(Stored data entries)
======
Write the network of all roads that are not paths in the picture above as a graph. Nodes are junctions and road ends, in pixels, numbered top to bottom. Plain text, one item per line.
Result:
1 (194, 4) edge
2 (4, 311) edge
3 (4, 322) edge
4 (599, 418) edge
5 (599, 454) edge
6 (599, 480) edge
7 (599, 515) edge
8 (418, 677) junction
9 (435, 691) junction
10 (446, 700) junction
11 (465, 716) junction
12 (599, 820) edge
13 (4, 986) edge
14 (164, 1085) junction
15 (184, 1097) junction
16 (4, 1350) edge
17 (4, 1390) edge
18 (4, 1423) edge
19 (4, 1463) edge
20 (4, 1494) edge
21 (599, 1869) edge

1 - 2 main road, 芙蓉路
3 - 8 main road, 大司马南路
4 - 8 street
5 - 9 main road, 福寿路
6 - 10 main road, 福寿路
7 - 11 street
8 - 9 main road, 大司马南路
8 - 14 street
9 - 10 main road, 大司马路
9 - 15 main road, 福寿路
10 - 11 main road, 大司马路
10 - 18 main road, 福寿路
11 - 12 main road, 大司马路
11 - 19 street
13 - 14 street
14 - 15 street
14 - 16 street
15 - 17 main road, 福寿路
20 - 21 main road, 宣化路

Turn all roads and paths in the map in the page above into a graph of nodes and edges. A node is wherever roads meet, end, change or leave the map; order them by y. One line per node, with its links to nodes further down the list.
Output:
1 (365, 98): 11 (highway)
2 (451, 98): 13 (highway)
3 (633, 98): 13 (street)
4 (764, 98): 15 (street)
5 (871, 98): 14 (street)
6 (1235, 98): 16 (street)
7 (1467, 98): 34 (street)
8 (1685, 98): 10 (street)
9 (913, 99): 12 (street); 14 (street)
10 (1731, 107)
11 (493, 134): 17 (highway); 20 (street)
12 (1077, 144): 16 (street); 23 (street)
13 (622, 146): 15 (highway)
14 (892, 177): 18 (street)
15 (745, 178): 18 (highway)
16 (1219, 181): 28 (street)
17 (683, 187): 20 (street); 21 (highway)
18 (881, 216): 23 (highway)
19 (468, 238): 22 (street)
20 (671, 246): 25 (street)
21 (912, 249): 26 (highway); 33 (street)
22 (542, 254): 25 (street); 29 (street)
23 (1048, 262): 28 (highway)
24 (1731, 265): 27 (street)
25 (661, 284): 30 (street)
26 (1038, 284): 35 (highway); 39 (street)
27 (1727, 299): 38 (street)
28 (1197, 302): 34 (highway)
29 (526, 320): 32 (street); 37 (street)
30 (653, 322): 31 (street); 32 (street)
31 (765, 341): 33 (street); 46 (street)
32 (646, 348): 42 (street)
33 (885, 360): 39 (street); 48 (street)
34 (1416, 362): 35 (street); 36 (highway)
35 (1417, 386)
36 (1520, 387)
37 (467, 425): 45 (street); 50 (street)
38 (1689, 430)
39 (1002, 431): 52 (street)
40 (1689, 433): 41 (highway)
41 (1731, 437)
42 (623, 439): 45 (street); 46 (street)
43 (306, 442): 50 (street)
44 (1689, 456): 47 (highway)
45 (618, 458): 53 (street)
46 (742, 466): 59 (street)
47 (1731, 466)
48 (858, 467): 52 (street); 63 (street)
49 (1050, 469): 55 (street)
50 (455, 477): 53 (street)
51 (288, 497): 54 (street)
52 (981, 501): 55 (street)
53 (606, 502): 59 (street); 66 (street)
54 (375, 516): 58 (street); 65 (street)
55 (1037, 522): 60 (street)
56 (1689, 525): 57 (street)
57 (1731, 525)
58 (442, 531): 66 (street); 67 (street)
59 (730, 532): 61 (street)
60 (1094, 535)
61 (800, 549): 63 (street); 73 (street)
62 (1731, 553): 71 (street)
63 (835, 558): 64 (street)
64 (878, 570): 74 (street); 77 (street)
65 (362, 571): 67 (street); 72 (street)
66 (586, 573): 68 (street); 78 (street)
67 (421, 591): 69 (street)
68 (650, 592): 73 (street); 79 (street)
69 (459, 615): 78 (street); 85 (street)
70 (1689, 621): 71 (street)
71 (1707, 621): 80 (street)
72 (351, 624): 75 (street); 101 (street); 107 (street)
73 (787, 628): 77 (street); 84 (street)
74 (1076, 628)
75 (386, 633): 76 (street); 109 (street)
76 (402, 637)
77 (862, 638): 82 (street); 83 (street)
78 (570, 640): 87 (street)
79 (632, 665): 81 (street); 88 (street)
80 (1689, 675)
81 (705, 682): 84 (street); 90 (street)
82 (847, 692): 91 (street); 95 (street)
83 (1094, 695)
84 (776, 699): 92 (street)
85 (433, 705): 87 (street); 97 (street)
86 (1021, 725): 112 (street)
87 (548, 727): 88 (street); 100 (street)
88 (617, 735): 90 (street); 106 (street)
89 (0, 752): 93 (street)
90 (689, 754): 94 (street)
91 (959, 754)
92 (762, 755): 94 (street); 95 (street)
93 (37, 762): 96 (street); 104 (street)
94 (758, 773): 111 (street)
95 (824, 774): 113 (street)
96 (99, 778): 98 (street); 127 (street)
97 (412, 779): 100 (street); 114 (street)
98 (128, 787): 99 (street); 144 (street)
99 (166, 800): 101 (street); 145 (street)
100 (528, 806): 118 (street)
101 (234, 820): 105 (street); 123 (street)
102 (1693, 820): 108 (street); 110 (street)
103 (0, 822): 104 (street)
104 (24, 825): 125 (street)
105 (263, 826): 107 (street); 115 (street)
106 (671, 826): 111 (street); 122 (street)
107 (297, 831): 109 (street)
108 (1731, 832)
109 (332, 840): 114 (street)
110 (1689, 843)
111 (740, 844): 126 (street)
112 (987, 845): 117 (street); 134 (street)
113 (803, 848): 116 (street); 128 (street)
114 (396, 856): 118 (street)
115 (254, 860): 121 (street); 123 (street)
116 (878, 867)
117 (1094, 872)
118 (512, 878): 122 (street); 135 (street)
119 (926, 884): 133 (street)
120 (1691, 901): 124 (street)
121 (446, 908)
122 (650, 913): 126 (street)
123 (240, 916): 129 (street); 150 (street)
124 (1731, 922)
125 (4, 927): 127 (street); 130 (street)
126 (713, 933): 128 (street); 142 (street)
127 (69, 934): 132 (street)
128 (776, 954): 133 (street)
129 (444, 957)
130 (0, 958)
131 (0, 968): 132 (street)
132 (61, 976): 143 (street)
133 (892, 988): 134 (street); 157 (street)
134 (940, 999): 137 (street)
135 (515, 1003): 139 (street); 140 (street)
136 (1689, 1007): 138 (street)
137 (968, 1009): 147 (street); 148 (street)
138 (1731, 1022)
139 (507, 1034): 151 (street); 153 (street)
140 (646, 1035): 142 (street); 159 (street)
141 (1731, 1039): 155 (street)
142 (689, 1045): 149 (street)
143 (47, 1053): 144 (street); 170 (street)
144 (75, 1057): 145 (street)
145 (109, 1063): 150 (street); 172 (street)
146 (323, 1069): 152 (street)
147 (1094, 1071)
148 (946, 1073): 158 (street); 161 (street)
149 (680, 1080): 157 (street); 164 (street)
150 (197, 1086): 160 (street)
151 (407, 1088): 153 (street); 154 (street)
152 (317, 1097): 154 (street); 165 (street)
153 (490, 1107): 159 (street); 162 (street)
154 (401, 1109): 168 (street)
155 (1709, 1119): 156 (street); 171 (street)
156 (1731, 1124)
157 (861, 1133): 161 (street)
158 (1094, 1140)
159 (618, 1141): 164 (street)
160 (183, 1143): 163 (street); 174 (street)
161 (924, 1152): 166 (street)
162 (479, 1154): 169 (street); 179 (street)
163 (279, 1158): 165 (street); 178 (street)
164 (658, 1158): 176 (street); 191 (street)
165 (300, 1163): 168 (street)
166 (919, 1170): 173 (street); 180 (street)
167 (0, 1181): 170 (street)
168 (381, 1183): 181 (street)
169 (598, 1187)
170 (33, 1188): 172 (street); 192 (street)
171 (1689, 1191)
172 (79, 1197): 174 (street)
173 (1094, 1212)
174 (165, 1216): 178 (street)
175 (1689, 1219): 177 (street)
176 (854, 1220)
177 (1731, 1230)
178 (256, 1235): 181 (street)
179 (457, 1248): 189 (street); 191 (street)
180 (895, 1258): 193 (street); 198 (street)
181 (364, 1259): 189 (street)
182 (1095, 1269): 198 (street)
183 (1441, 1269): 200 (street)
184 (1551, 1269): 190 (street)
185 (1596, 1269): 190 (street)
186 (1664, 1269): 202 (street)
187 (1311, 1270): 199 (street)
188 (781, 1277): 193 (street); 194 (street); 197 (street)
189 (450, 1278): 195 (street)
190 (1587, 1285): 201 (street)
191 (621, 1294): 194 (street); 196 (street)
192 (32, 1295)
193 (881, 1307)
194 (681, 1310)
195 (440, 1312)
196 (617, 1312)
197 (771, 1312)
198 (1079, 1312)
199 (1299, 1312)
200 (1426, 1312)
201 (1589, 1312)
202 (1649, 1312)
======
[ASSIGNMENT] For every line of the entries above that holds "roads", add one to a tally, and report only the final count.

[SOLUTION TO THIS TASK] 2